Why we Re-Implemented BPMN Multi-Instance Support in 7.3

Have you ever experienced bugs with multi-instance activities? You may choose from any of these: CAM-986, CAM-1731, CAM-2075, CAM-2338, CAM-2787, CAM-2897, CAM-3851, CAM-3925.
From the engine’s early beginnings, its multi-instance implementation was more of a quick hack than a durable solution. Yet, it was carried from release to release, the pile of bugs and hair lost by desperate developers growing steadily. With Camunda BPM 7.3, we have refactored multi-instance fundamentally, drying one of the largest bug sources and fighting developer bald-headedness.
This post provides insight into the engine’s execution model, two alternatives of treating multi-instance in that model, and why we believe our recent changes have dramatically improved the situation.

On Process Execution

In order to understand the implementation of multi-instance, we have to make a quick excursion into how the process engine executes a process model. Let us consider the following process (without multi instance):

In order to execute an instance of this process, the process engine needs two things:

Activity Model: A representation of the process model that allows to reason about the causality of activities and other execution-relevant aspects

Execution State Model: A representation of process instance state, like tokens

For the first problem, the process engine parses the BPMN 2.0 XML and creates a ProcessDefinition that contains representations of all the activities in the process model. This is not a loose collection of activities. Instead it maintains the necessary relations between activities required for process execution. These relations are either represented as sequence flow (internally called transitions) in case of direct causality or a parent-child relationship in case that an activity is contained within another. The example process is represented as follows:

Activities are represented as blue boxes and may be related by a happens before or a parent-child relationship. These relations do not suffice to represent all aspects relevant to execution, which is why activities have further properties. The most important property is the activity behavior (yellow boxes) that implements what the activity means in the BPMN diagram, such as creating a task in a user’s task list.
For the execution state model, i.e. to represent which activities are currently active, the process engine has a concept called executions. An execution can be understood as something in between an activity instance (meaning that for every active activity, there is always at least one execution) and a token (meaning that executions can move from one activity to the next).
These two concepts allow to define a simplified model of process execution:

When a process instance is started, the process engine creates an initial execution on the start event of the process model

An execution can be used to execute an activity and temporarily represent the corresponding activity instance

When an activity instance has ended, the process engine evaluates the activity’s outgoing sequence flow and executes the next activity (potentially re-using the current execution; token-like behavior)

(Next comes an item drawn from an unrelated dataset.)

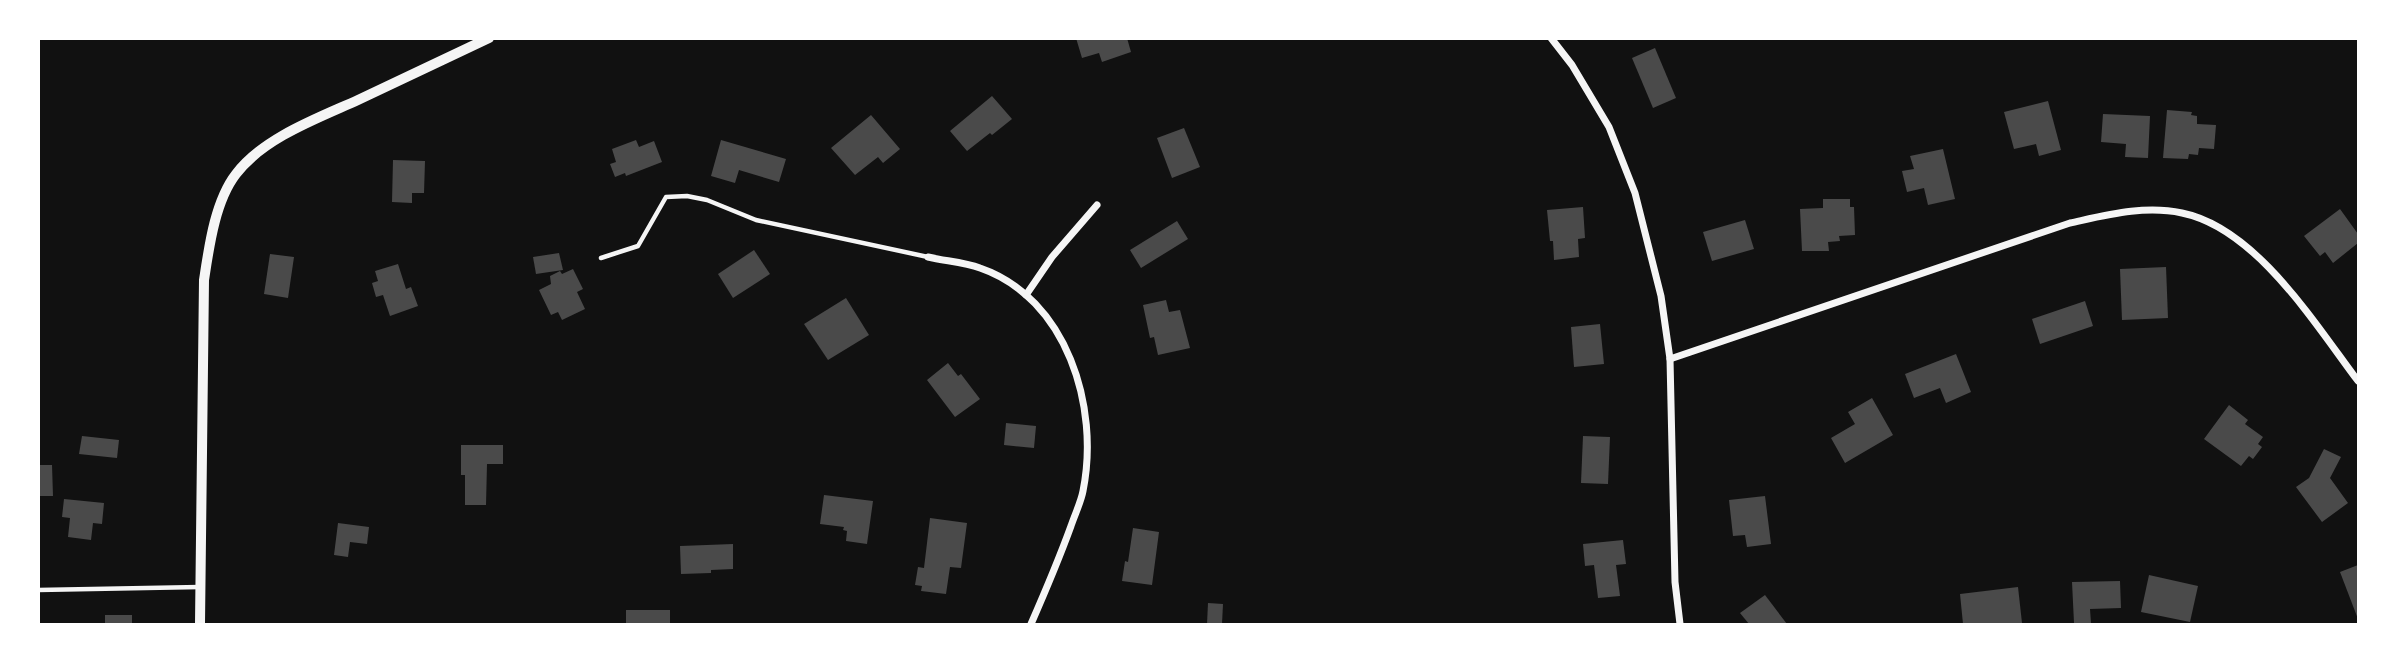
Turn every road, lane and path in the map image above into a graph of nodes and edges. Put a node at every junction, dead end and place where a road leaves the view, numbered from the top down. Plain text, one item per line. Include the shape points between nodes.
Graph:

When a scope is executed, new executions are created that execute activities contained within that scope (the current execution cannot be re-used; activity-instance-like behavior)

These tasks are implemented in the very core of the Camunda engine, also referred to as the Process Virtual Machine (PVM). Note that the second task of the above list is much more complex than it looks at first sight. In detail, the follow steps need to be performed:
Before executing the actual behavior (called preparation phase in the following):

Initialize the activity instance

Create a job for asynchronous continuation (asyncBefore)

Invoke execution listeners for the activity instance’s start event

Execute the activity’s input variable mappings

If this activity defines events (e.g. a boundary event), create the necessary event subscriptions and jobs

Create a history event for the new activity instance

Executing the actual behavior (called execution phase):

Invoke the activity’s implementation of org.camunda.bpm.engine.impl.pvm.delegate.ActivityBehavior

After executing the actual behavior (called finalization phase):

Invoke execution listeners for the activity instance’s end event

Execute the activity’s output variable mappings

Delete event subscriptions and jobs created before executing the behavior

Create a history update event for the finished activity instance

Create a job for asynchronous continuation (asyncAfter)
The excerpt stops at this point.